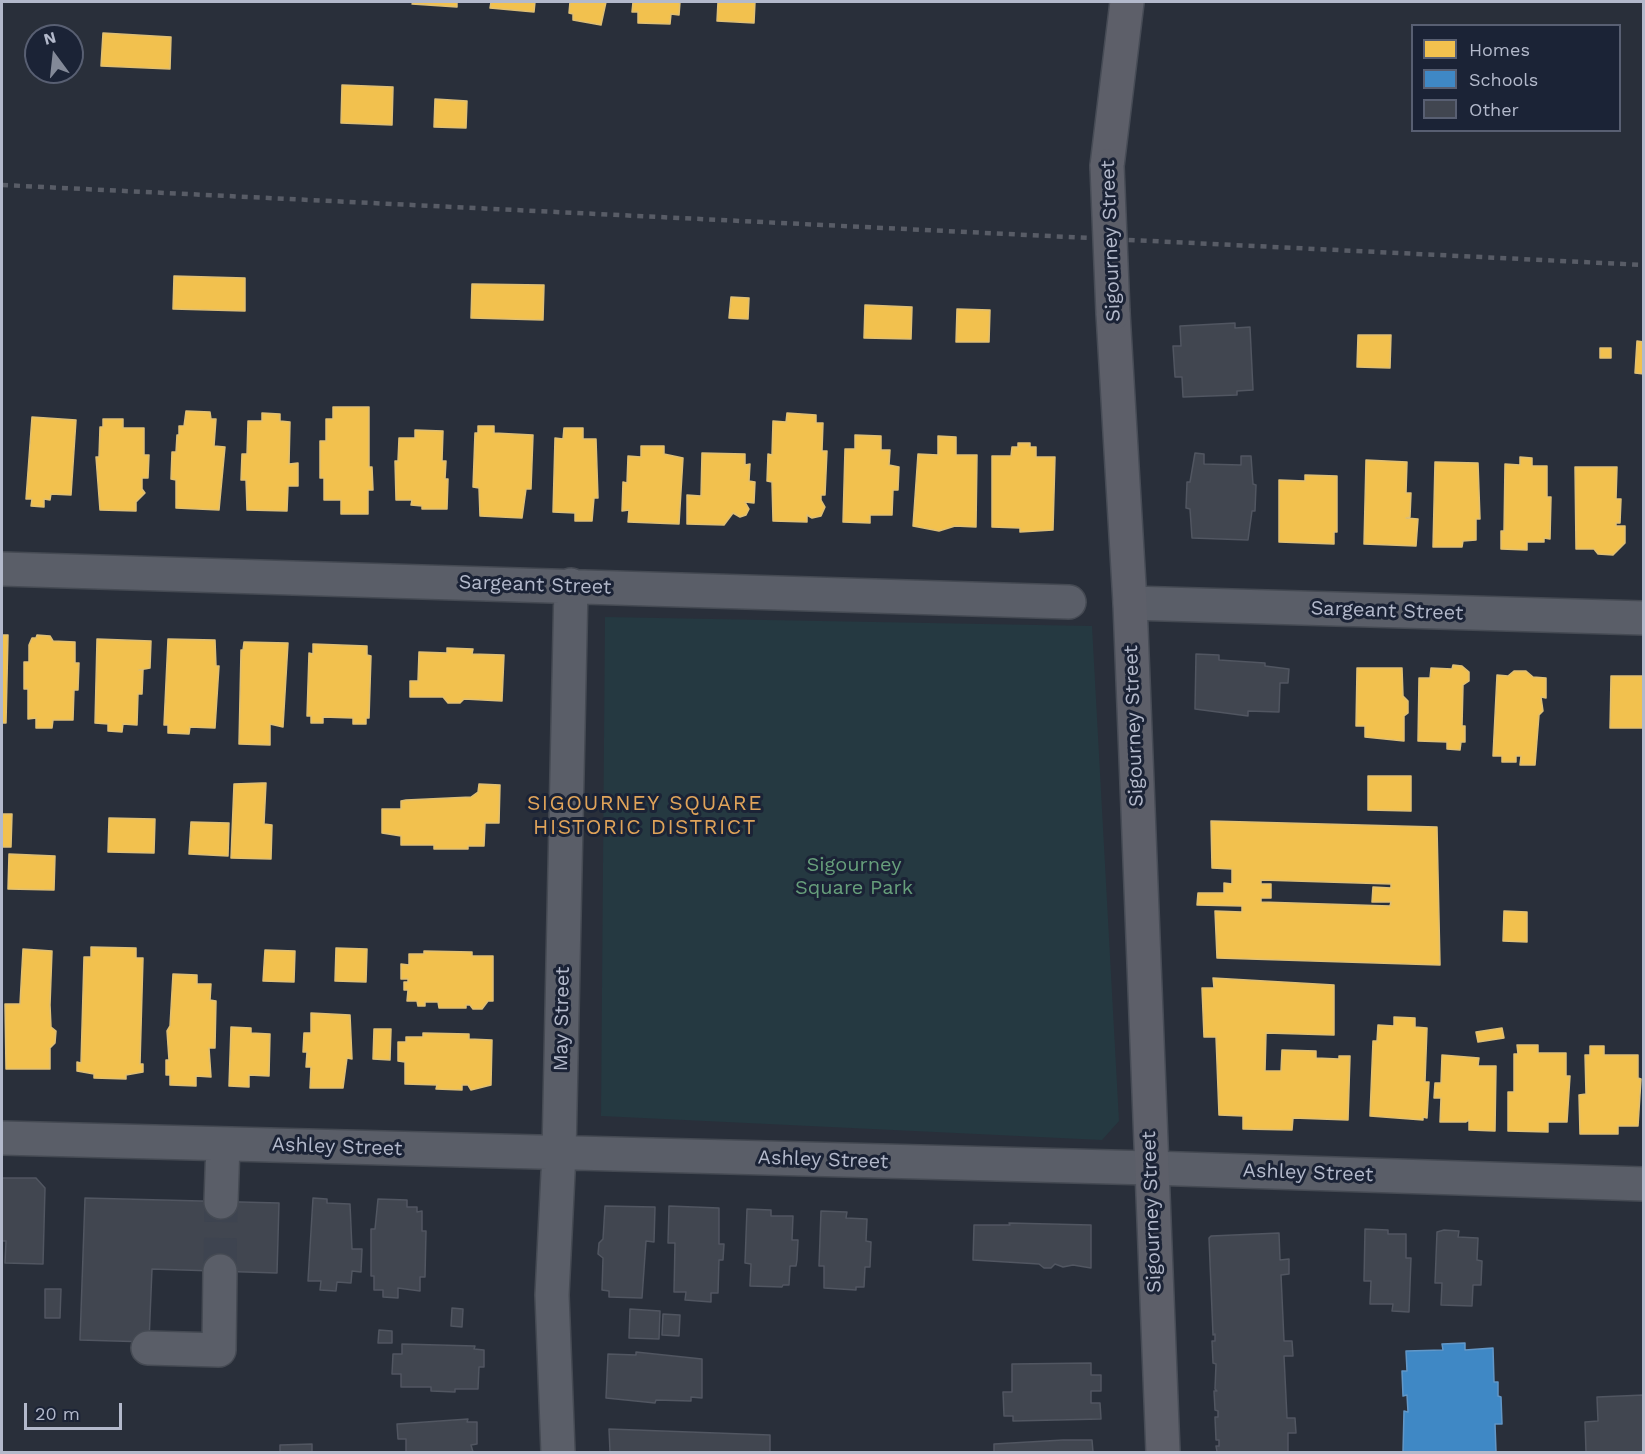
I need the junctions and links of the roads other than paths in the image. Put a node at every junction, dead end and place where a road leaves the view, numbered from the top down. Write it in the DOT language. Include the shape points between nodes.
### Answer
graph roads {
  1 [pos="1127,2"];
  2 [pos="2,569"];
  3 [pos="571,585"];
  4 [pos="1068,602"];
  5 [pos="1130,603"];
  6 [pos="1644,618"];
  7 [pos="2,1138"];
  8 [pos="223,1144"];
  9 [pos="559,1153"];
  10 [pos="1150,1168"];
  11 [pos="1644,1185"];
  12 [pos="221,1202"];
  13 [pos="220,1271"];
  14 [pos="148,1348"];
  15 [pos="558,1452"];
  16 [pos="1163,1452"];
  1 -- 5 [label="main road, Sigourney Street, bridge" via="1107,166"];
  2 -- 3 [label="street, Sargeant Street"];
  3 -- 4 [label="street, Sargeant Street"];
  3 -- 9 [label="street, May Street"];
  5 -- 6 [label="street, Sargeant Street"];
  5 -- 10 [label="main road, Sigourney Street"];
  7 -- 8 [label="street, Ashley Street"];
  8 -- 9 [label="street, Ashley Street"];
  8 -- 12 [label="street"];
  9 -- 10 [label="street, Ashley Street"];
  9 -- 15 [label="street, May Street" via="552,1295"];
  10 -- 11 [label="street, Ashley Street"];
  10 -- 16 [label="main road, Sigourney Street"];
  13 -- 14 [label="street" via="219,1350"];
}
##########
▶ **What the exercise asks**:
The task requires the full listing to be given again verbatim, without its pictures.

▶ **Task answer**:
I need the junctions and links of the roads other than paths in the image. Put a node at every junction, dead end and place where a road leaves the view, numbered from the top down. Write it in the DOT language. Include the shape points between nodes.
### Answer
graph roads {
  1 [pos="1127,2"];
  2 [pos="2,569"];
  3 [pos="571,585"];
  4 [pos="1068,602"];
  5 [pos="1130,603"];
  6 [pos="1644,618"];
  7 [pos="2,1138"];
  8 [pos="223,1144"];
  9 [pos="559,1153"];
  10 [pos="1150,1168"];
  11 [pos="1644,1185"];
  12 [pos="221,1202"];
  13 [pos="220,1271"];
  14 [pos="148,1348"];
  15 [pos="558,1452"];
  16 [pos="1163,1452"];
  1 -- 5 [label="main road, Sigourney Street, bridge" via="1107,166"];
  2 -- 3 [label="street, Sargeant Street"];
  3 -- 4 [label="street, Sargeant Street"];
  3 -- 9 [label="street, May Street"];
  5 -- 6 [label="street, Sargeant Street"];
  5 -- 10 [label="main road, Sigourney Street"];
  7 -- 8 [label="street, Ashley Street"];
  8 -- 9 [label="street, Ashley Street"];
  8 -- 12 [label="street"];
  9 -- 10 [label="street, Ashley Street"];
  9 -- 15 [label="street, May Street" via="552,1295"];
  10 -- 11 [label="street, Ashley Street"];
  10 -- 16 [label="main road, Sigourney Street"];
  13 -- 14 [label="street" via="219,1350"];
}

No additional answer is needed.